The second part of the supervision focused on analyzing manifestations of negative transference, particularly when patients perceive the therapist as a hostile, mocking, or threatening figure—one who seeks to harm or belittle them, or toward whom they feel a sense of superiority.
Dr. Kernberg shared his recommendations for working with such transference reactions and suggested ways to respond to provocative questions and statements arising in the therapeutic relationship.
3.Question and Answer Session:
This part of the workshop brings together the most interesting and diverse questions from participants, along with thorough responses from Dr. Otto Kernberg, who often enriches his answers with clinical examples from his over 70 years of practice.
This time, the participants asked Dr. Otto Kernberg the following questions:
- Rigid paranoid traits can be present in various individuals at the borderline level of personality organization. How can we differentiate between a patient with paranoid personality disorder and one who simply exhibits rigid paranoid character traits?
- Consider a patient who presents with a fear that their social media accounts may be hacked, has not left their home for two years, and reports anxiety about being attacked. Yet, this patient readily accepts the suggestion to change psychiatrists and easily transitions between therapists. Can we interpret this as the patient using paranoid symptoms to attract attention? In other words, is it appropriate to speak of pseudoparanoia in this case?
- Could you share your perspective on the etiology of paranoid personality disorder?
- You mentioned that physical unattractiveness is a negative prognostic factor. Could you elaborate on how and to what extent unattractiveness influences prognosis?
- The literature describes therapist-centered interpretations (following John Steiner) as an effective approach that allows patients to become aware of internal representations they have difficulty integrating into their sense of self. How effective are therapist-centered interpretations when working with negative transference, especially with patients diagnosed with narcissistic or paranoid personality disorders?
What is the main danger or difficulty for a therapist at the start of his career when working with each of the personality disorders? What is the most common rookie mistake in each case?
Both the antisocial personality and the sadomasochistic personality take pleasure in harming others? How can we distinguish between these two structures by using a structural interview?
- To what extent are internal conflicts foundational to bipolar disorder, versus it being primarily a neurophysiological condition?
- and other questions.
Supervision-related questions:
- We observe that the patient strongly devalues his wife.

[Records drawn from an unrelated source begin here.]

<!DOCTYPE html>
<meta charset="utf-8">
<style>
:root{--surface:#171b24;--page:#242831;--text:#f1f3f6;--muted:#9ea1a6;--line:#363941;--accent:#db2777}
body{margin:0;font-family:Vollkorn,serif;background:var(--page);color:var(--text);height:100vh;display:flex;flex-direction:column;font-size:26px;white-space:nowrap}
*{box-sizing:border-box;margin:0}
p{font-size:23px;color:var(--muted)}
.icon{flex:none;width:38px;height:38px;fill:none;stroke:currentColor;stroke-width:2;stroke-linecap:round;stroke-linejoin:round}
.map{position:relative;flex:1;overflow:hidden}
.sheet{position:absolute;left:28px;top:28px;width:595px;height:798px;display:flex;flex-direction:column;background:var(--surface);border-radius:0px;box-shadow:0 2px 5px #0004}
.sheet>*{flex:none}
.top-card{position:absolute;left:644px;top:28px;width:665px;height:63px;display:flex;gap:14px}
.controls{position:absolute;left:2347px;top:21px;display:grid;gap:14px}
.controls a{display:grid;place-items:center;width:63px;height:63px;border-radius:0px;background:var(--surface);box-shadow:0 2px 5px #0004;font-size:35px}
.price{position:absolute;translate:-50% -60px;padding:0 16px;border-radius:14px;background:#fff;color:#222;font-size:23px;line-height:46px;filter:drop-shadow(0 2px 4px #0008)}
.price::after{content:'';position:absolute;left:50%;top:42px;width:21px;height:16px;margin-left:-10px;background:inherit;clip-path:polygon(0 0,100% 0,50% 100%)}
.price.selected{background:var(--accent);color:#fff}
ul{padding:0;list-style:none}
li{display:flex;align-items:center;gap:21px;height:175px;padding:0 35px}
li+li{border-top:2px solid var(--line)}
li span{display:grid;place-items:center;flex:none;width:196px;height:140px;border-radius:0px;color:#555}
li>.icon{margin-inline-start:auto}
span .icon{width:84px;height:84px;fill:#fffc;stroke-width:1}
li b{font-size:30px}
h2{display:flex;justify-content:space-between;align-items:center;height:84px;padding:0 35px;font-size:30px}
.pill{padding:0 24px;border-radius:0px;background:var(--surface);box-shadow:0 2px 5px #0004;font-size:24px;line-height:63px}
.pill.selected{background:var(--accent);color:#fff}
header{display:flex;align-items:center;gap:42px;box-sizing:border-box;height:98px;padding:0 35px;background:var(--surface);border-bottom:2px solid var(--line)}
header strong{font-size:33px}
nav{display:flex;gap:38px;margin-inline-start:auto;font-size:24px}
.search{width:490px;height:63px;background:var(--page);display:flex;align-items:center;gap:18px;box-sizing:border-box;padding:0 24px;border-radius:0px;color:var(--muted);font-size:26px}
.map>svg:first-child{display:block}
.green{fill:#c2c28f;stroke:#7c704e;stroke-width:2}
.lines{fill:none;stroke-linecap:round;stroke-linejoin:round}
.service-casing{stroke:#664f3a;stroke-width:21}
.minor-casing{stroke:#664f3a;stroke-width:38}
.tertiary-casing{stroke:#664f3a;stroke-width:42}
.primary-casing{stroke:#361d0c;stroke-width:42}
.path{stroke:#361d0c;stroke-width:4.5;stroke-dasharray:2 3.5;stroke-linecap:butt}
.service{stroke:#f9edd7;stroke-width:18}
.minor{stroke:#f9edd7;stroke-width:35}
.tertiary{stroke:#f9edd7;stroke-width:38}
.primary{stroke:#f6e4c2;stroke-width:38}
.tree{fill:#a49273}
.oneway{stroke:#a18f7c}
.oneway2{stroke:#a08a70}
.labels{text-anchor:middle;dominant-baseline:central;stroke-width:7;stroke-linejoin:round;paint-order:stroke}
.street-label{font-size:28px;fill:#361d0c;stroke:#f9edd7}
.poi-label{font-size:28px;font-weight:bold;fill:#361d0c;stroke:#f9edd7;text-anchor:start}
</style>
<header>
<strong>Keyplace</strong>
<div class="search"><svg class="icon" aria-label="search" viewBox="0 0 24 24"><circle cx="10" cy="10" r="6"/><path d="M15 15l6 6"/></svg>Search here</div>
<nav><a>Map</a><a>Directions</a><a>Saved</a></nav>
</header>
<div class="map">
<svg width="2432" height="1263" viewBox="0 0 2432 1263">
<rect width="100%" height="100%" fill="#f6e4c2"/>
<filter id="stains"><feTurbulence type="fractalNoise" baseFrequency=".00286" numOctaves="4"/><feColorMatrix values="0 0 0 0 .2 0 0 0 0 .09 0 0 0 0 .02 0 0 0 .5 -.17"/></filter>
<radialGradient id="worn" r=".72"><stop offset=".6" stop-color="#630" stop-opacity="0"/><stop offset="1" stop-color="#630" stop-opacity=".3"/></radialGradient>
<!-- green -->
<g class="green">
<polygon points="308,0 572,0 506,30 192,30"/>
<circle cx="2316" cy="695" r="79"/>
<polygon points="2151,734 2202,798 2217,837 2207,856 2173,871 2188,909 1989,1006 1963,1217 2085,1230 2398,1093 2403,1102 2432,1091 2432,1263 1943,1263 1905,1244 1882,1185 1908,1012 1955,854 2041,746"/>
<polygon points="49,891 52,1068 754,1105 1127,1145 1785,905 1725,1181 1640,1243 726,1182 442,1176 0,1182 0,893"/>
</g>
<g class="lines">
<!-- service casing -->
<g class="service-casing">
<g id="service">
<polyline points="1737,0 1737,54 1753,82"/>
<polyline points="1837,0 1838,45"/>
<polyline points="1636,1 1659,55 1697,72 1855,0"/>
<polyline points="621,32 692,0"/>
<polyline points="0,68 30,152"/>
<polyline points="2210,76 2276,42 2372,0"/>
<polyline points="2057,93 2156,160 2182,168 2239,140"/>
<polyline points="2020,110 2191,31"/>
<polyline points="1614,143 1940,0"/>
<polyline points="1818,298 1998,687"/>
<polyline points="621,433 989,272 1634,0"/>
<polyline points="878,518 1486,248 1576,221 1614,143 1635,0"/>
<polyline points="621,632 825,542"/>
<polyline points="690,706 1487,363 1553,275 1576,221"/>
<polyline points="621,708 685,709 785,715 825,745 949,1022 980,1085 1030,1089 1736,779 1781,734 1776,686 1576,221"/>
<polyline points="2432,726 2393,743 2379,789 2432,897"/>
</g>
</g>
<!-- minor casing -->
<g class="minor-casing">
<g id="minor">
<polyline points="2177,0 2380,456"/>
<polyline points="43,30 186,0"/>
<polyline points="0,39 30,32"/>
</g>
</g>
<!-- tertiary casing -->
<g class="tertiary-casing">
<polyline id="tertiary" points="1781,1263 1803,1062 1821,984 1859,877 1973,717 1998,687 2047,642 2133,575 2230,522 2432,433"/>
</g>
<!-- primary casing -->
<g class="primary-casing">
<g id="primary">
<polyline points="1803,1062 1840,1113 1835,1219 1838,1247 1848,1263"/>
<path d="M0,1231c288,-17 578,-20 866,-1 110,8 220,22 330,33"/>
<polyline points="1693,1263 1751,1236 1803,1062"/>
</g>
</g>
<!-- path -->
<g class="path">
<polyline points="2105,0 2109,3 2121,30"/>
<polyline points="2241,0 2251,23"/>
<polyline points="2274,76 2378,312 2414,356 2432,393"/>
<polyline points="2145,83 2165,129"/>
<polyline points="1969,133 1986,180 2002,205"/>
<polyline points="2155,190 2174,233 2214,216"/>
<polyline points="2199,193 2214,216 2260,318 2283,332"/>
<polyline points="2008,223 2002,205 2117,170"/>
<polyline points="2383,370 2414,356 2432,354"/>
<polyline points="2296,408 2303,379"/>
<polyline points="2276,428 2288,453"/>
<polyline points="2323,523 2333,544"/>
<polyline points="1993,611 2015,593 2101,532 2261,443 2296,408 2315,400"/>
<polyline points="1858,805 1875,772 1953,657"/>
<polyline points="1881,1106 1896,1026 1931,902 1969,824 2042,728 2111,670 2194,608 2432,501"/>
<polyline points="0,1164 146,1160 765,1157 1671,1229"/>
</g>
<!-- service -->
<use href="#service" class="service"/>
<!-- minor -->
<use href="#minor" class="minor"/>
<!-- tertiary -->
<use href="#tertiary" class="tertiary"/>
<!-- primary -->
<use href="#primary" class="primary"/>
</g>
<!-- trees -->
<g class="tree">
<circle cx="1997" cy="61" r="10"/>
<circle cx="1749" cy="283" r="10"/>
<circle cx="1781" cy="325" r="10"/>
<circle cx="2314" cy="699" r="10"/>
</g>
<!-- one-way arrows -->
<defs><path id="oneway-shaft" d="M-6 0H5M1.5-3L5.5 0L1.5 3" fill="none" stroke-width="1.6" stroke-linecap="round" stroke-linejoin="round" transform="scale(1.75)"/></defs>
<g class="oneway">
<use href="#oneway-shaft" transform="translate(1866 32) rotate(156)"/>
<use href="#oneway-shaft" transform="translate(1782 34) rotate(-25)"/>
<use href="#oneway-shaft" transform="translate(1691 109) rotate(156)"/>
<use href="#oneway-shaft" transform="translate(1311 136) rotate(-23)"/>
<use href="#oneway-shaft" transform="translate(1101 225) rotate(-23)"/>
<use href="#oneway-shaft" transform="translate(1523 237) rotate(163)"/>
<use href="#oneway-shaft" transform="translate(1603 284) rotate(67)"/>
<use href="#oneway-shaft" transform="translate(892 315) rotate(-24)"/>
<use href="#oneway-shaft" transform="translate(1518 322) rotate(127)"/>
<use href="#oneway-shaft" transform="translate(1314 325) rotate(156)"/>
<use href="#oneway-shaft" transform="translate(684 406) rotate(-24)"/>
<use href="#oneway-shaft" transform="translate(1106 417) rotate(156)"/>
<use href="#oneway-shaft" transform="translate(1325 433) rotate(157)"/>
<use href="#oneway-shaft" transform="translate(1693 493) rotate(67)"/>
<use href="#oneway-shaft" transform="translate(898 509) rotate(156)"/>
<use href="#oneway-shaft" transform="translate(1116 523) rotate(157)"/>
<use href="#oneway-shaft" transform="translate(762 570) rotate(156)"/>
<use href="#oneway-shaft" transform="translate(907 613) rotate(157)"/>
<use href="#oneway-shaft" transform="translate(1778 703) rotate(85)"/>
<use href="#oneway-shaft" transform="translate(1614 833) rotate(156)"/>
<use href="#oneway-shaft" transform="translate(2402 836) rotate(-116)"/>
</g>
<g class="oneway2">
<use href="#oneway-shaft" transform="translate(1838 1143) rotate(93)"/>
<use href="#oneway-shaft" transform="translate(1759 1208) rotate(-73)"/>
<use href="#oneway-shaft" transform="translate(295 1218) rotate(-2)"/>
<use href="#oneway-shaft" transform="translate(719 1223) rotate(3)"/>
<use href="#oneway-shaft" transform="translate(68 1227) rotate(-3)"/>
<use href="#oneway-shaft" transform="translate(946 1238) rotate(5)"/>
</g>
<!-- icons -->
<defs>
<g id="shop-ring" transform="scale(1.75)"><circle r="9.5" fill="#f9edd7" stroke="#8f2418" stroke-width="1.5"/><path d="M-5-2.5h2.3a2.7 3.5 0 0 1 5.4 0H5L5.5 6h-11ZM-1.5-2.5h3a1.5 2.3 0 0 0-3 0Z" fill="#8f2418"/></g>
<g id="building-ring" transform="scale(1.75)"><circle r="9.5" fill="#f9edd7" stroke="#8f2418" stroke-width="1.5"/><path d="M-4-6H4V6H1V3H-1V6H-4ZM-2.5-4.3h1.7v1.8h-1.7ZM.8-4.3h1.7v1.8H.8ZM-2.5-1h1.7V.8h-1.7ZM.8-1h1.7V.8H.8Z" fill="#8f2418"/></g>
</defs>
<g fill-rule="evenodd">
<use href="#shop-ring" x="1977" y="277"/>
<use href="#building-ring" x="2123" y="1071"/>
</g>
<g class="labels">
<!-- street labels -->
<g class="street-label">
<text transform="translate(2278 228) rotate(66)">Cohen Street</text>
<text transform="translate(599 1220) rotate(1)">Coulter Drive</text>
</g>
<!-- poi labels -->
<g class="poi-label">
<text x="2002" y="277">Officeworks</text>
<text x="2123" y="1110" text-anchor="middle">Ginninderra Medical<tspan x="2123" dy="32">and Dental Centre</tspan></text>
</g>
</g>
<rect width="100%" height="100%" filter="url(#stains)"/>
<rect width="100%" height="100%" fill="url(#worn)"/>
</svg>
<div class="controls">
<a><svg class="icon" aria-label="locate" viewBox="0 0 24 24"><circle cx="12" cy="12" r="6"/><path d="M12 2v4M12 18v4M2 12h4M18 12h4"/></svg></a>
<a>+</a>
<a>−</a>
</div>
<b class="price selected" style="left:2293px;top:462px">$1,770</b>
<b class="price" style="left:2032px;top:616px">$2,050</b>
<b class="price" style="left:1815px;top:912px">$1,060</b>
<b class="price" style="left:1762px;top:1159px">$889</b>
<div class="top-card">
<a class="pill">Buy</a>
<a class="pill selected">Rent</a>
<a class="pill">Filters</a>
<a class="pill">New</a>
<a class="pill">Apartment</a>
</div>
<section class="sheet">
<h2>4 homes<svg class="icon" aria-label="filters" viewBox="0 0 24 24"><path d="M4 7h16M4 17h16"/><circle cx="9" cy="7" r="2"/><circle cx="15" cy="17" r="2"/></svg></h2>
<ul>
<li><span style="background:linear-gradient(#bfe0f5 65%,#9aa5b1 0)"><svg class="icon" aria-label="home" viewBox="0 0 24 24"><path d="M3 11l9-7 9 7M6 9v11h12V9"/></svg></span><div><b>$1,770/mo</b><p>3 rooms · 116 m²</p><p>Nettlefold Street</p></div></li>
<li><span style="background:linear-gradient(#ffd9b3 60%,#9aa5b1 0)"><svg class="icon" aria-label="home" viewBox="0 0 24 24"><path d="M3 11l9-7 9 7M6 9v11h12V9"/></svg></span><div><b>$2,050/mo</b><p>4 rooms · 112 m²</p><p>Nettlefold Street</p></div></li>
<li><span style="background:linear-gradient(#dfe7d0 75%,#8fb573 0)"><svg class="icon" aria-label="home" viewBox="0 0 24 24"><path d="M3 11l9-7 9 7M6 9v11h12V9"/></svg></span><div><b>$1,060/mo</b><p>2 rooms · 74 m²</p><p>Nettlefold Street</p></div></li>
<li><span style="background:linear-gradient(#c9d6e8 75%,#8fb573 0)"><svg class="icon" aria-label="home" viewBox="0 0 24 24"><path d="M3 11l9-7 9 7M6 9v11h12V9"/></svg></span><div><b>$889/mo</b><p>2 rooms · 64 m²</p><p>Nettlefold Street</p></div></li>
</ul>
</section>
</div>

In your view, is it realistic to expect that, through working through this devaluation, the wife could once again become a desirable or emotionally significant figure in the patient’s perception? Or are these relationships essentially doomed, such that only future sexual relationships—after the devaluation has been addressed—could become satisfactory?
- How should therapists work with narcissistic defenses, particularly in cases where the therapist is perceived as the patient's primary adversary, as in the case presented for supervision? How should the therapist respond when the patient seeks to offer acceptable answers rather than engaging in genuine free association?
- and other questions.
This time, there were an exceptionally large number of questions, but this did not prevent Otto Kernberg from providing deep and structured answers to each of them.